Mercer Celgar’s managing director Bill MacPherson said that the company is currently charged a blended rate at the scales, which accounts for the mill’s use of pulp wood (25 cents per cubic metre) and saw logs (around $15 per cubic metre). Depending on the mix on the truck, the bill comes out to around $8 per cubic metre, MacPherson said. He’s asking the province to charge a flat rate of $2 per cubic metre of wood brought into his mill.
The Interior Lumber Manufacturers Association, meanwhile, have expressed concern that Mercer Celgar’s ask could hamper the economic viability of local lumber mills’ own operations.
“We agree that they’re part of this picture, but they’re not the only picture,” Dan Battistella, president ILMA, told the Regional District of Kootenay Boundary board of directors on June 25, speaking against a Celgar letter asking for the local government’s endorsement.
The ILMA represents mills such as Vaagen Fibre Canada in Midway and Kalesnikoff Lumber in Thrums.
Battistella said that many Kootenay-Boundary mills are feeling the impacts of a market downturn, but prioritizing logs for pulp would be ill-conceived.
In a letter to the RDKB, MacPherson asked for the board’s endorsement of its proposal to temporarily designate logs harvested and destined to a pulp facility as “pulp wood.”
“We recognize that if we were a part of that [buying saw logs for pulp] that would definitely diminish the viability of our sawmill counterparts,” said Mercer Celgar’s vice-president of sustainability and innovation, Bill Adams.
“This is not about lowering the stumpage for Mercer, it’s about structurally redoing it so we can source more low-quality wood and we can incentivize the sawmills who are harvesting and bringing this wood out not to have to get penalized and end up raising the average wood cost for our mills,” Adams said.
The ask, MacPherson said, came because of a lack of lower value fibre flowing from local mills.
Mercer Celgar announced in June that it would shut down for all of July, citing low fibre stores from its traditional sources.
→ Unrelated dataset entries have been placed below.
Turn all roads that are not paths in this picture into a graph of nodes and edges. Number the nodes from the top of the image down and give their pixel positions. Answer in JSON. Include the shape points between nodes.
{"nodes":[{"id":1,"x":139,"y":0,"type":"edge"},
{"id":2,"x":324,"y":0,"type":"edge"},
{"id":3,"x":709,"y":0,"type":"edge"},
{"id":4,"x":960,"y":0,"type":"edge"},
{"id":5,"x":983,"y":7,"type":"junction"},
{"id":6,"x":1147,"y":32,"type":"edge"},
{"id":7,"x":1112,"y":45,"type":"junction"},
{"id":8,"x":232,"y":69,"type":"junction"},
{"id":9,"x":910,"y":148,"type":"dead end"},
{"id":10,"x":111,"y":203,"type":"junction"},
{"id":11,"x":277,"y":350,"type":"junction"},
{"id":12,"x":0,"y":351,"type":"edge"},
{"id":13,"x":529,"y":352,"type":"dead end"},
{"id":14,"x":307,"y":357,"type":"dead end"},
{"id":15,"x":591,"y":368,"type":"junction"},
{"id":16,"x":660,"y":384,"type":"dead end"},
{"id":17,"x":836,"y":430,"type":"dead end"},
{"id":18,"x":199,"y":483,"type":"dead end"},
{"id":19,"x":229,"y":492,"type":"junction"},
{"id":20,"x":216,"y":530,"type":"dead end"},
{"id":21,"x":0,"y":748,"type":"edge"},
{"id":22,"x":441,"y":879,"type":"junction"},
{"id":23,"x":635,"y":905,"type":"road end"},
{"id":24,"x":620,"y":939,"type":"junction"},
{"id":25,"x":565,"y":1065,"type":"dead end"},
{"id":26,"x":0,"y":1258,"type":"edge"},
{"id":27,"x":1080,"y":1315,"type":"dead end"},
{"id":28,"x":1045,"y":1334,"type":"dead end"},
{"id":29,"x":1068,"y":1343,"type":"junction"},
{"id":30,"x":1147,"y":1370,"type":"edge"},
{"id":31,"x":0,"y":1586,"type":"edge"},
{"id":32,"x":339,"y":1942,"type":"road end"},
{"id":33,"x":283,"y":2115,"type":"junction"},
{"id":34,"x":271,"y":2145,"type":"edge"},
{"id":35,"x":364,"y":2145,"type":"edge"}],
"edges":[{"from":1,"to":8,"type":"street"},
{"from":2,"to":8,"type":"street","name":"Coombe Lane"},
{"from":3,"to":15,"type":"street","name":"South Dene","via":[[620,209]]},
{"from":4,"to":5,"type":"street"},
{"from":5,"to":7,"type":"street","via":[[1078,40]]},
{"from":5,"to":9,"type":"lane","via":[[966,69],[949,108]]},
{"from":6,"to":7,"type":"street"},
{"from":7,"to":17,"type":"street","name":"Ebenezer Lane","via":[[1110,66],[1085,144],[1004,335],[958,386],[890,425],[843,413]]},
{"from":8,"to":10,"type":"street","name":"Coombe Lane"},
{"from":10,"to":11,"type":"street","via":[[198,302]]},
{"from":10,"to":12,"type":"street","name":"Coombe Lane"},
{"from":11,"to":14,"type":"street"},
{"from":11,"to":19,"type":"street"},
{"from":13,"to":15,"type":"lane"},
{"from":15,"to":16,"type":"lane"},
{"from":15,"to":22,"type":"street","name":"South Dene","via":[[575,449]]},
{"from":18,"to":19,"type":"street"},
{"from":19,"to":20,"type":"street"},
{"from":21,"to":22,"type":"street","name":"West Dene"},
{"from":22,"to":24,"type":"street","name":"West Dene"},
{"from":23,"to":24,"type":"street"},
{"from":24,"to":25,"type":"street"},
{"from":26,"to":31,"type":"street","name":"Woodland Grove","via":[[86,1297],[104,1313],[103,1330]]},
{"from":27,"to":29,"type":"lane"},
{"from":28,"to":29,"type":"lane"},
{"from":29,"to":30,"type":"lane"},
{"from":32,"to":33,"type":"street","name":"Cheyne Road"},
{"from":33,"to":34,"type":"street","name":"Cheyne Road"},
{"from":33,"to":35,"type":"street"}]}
In the Boundary, Vaagen Fibre Canada was shut down for nine weeks between February and April, while Interfor Grand Forks, was down for two months between March and May.
Interfor controls nearly 50 per cent of the annual allowable cut in the Boundary Timber Supply Area, and both mills normally sell their chips to Celgar.
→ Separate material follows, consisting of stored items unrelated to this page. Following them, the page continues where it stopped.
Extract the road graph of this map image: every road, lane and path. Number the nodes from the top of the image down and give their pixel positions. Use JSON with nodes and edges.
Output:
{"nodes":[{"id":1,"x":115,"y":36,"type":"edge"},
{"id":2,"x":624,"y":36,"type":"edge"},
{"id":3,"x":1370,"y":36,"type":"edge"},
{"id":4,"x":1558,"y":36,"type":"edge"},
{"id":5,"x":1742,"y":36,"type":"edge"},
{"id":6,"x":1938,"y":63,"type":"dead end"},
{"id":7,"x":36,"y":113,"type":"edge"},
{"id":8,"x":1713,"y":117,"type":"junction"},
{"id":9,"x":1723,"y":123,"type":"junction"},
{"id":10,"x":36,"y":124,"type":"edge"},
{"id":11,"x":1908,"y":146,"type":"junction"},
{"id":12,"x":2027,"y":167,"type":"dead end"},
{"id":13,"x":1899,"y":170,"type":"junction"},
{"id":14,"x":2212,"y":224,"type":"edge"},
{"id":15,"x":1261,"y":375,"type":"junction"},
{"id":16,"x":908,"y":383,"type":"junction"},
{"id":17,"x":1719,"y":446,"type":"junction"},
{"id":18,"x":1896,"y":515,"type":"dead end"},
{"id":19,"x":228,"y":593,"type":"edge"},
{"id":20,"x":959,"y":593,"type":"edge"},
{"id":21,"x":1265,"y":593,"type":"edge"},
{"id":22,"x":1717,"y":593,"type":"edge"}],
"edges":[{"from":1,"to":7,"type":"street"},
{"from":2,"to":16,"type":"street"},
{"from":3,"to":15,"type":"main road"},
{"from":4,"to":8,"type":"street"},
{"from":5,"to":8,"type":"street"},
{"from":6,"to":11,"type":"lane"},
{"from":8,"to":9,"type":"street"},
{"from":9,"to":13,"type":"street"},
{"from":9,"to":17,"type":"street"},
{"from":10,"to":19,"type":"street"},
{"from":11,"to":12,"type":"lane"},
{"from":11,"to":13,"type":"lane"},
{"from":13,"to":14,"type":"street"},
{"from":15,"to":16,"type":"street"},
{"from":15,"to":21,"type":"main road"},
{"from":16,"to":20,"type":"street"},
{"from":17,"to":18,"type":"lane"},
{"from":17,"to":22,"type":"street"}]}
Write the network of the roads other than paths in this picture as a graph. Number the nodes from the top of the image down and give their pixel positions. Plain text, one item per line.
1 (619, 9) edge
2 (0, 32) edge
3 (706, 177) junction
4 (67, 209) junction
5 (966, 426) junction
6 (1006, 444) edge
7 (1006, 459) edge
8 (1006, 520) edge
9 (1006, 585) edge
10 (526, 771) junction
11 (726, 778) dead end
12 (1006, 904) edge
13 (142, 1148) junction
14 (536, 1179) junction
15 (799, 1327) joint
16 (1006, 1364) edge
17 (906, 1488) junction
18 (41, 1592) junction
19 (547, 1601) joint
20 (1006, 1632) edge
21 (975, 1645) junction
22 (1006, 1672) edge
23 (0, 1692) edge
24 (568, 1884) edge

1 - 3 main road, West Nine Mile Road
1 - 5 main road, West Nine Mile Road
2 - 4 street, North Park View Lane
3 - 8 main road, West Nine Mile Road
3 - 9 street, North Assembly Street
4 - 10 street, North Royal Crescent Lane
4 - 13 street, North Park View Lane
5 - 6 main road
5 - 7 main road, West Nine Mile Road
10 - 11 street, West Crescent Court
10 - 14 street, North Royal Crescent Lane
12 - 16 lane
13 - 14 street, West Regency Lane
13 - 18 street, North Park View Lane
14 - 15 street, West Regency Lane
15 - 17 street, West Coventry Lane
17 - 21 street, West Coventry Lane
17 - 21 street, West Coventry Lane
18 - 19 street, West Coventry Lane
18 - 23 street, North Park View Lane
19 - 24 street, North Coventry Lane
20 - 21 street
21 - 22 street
With fewer logs being processed this spring, Celgar’s supply dwindled.
Now back up and running, Vaagen Fibre Canada fibre manager Dan Macmaster said that his mill sends 20 chip trucks per day to Celgar, while Vaagen Brothers in Colville, Wash., sends 60 trucks per day to the Castlegar pulp mill.
If the province were to accept Celgar’s proposal, Battistella said, “a number of saw logs that [that could make higher value products] would end up getting redirected to the pulp mill,” noting that Celgar’s ask may make a lumber-quality log significantly cheaper in stumpage fees if it were bound straight for a pulp mill, and not for a lumber manufacturer first.
“We can’t remain in business if we don’t have access to fibre,” Battistella said. “Everybody makes [chips] available to Celgar, but we can’t be expected to subsidize that. It costs what it costs.
“The fact of the matter is that there is enough fibre in this area to supply all the mills that are operating right now – we just need to make sure that the right logs are getting to the right mill.”
This story was updated July 8 to include more comment from Mercer Celgar.